* _ASSIGNMENT_: Your answer should consist solely of the lines from the first line of the data through the line with "Road topology of", each reproduced exactly.

* _DATA FOR THIS TASK_:
+++++
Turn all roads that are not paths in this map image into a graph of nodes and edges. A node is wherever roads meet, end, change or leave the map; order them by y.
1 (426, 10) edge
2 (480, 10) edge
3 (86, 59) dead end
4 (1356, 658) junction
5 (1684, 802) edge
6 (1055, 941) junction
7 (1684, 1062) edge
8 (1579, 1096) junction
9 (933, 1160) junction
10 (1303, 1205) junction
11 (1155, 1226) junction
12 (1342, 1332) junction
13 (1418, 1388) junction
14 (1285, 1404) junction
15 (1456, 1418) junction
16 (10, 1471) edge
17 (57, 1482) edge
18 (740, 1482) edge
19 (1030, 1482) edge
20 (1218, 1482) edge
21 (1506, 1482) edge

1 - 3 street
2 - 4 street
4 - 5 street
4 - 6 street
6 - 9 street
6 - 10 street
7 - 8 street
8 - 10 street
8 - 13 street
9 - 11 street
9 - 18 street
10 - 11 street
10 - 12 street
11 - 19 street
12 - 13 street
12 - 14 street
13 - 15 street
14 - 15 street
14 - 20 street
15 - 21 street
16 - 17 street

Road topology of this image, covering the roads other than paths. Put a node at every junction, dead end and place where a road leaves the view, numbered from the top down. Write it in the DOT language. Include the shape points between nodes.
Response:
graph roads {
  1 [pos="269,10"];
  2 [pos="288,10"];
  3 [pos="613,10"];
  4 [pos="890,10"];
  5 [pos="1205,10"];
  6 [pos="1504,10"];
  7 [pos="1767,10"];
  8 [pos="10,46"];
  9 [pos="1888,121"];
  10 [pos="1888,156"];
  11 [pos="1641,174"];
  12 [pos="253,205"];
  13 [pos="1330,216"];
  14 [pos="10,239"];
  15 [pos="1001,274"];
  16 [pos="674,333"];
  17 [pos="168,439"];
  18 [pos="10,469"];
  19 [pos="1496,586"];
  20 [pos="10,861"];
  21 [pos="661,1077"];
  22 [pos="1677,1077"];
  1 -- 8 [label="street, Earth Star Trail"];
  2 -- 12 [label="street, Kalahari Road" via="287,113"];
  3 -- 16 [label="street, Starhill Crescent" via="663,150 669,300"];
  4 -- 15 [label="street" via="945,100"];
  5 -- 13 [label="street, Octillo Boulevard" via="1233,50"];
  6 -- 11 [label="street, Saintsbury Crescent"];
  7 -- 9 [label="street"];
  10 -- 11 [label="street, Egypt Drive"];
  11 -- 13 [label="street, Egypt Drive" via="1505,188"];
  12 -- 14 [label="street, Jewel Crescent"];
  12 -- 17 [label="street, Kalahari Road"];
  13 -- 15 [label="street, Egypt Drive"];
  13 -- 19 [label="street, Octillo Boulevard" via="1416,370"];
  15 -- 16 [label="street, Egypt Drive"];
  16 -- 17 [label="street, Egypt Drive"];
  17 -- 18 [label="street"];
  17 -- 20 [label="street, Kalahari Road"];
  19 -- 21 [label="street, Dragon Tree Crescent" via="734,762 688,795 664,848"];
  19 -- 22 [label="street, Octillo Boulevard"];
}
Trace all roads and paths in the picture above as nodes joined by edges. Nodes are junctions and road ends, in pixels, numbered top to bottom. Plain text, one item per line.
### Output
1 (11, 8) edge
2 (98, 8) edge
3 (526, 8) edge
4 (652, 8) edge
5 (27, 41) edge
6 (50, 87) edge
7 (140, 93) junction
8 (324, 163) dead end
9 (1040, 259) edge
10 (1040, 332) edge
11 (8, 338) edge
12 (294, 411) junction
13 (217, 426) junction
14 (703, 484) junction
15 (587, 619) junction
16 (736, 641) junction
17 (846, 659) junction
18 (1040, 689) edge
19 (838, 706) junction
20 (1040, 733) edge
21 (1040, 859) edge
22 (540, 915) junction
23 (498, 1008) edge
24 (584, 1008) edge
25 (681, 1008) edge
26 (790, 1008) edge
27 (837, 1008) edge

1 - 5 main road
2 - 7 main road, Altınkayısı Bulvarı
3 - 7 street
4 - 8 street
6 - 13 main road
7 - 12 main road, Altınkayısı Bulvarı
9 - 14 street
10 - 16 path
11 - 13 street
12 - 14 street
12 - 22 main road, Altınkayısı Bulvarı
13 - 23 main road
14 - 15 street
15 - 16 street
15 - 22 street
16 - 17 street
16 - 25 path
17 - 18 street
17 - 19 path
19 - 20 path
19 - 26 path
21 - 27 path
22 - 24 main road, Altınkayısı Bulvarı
+++++
* _ANSWER SPACE_:
Turn all roads that are not paths in this map image into a graph of nodes and edges. A node is wherever roads meet, end, change or leave the map; order them by y.
1 (426, 10) edge
2 (480, 10) edge
3 (86, 59) dead end
4 (1356, 658) junction
5 (1684, 802) edge
6 (1055, 941) junction
7 (1684, 1062) edge
8 (1579, 1096) junction
9 (933, 1160) junction
10 (1303, 1205) junction
11 (1155, 1226) junction
12 (1342, 1332) junction
13 (1418, 1388) junction
14 (1285, 1404) junction
15 (1456, 1418) junction
16 (10, 1471) edge
17 (57, 1482) edge
18 (740, 1482) edge
19 (1030, 1482) edge
20 (1218, 1482) edge
21 (1506, 1482) edge

1 - 3 street
2 - 4 street
4 - 5 street
4 - 6 street
6 - 9 street
6 - 10 street
7 - 8 street
8 - 10 street
8 - 13 street
9 - 11 street
9 - 18 street
10 - 11 street
10 - 12 street
11 - 19 street
12 - 13 street
12 - 14 street
13 - 15 street
14 - 15 street
14 - 20 street
15 - 21 street
16 - 17 street

Road topology of this image, covering the roads other than paths. Put a node at every junction, dead end and place where a road leaves the view, numbered from the top down. Write it in the DOT language. Include the shape points between nodes.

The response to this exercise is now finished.